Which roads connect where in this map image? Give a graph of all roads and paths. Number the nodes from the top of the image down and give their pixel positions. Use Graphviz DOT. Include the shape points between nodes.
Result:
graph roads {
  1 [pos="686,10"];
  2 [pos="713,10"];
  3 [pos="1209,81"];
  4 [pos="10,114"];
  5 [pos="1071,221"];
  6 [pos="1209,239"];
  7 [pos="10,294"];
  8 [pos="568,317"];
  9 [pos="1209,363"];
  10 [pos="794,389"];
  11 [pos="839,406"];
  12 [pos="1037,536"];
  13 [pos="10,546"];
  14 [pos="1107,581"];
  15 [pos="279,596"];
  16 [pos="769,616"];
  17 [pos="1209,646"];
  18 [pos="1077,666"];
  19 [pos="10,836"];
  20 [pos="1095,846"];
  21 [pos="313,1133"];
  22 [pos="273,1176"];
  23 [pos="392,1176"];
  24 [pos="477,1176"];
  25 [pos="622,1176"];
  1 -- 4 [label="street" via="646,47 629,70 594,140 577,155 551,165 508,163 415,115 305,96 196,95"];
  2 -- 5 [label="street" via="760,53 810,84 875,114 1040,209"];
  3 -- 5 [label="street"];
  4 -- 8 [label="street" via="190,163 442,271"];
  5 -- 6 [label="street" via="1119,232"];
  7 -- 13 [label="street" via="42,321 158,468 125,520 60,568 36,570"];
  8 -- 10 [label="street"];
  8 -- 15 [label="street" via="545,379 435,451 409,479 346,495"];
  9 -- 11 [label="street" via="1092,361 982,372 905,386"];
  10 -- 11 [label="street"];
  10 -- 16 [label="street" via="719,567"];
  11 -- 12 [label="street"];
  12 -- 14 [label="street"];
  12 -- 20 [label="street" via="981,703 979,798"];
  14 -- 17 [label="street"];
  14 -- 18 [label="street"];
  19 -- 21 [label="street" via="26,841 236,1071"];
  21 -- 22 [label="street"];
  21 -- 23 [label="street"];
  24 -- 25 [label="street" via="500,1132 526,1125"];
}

• **TASK DETAILS**: Return every record, word for word.

• **WRITTEN REPLY**:
Which roads connect where in this map image? Give a graph of all roads and paths. Number the nodes from the top of the image down and give their pixel positions. Use Graphviz DOT. Include the shape points between nodes.
Result:
graph roads {
  1 [pos="686,10"];
  2 [pos="713,10"];
  3 [pos="1209,81"];
  4 [pos="10,114"];
  5 [pos="1071,221"];
  6 [pos="1209,239"];
  7 [pos="10,294"];
  8 [pos="568,317"];
  9 [pos="1209,363"];
  10 [pos="794,389"];
  11 [pos="839,406"];
  12 [pos="1037,536"];
  13 [pos="10,546"];
  14 [pos="1107,581"];
  15 [pos="279,596"];
  16 [pos="769,616"];
  17 [pos="1209,646"];
  18 [pos="1077,666"];
  19 [pos="10,836"];
  20 [pos="1095,846"];
  21 [pos="313,1133"];
  22 [pos="273,1176"];
  23 [pos="392,1176"];
  24 [pos="477,1176"];
  25 [pos="622,1176"];
  1 -- 4 [label="street" via="646,47 629,70 594,140 577,155 551,165 508,163 415,115 305,96 196,95"];
  2 -- 5 [label="street" via="760,53 810,84 875,114 1040,209"];
  3 -- 5 [label="street"];
  4 -- 8 [label="street" via="190,163 442,271"];
  5 -- 6 [label="street" via="1119,232"];
  7 -- 13 [label="street" via="42,321 158,468 125,520 60,568 36,570"];
  8 -- 10 [label="street"];
  8 -- 15 [label="street" via="545,379 435,451 409,479 346,495"];
  9 -- 11 [label="street" via="1092,361 982,372 905,386"];
  10 -- 11 [label="street"];
  10 -- 16 [label="street" via="719,567"];
  11 -- 12 [label="street"];
  12 -- 14 [label="street"];
  12 -- 20 [label="street" via="981,703 979,798"];
  14 -- 17 [label="street"];
  14 -- 18 [label="street"];
  19 -- 21 [label="street" via="26,841 236,1071"];
  21 -- 22 [label="street"];
  21 -- 23 [label="street"];
  24 -- 25 [label="street" via="500,1132 526,1125"];
}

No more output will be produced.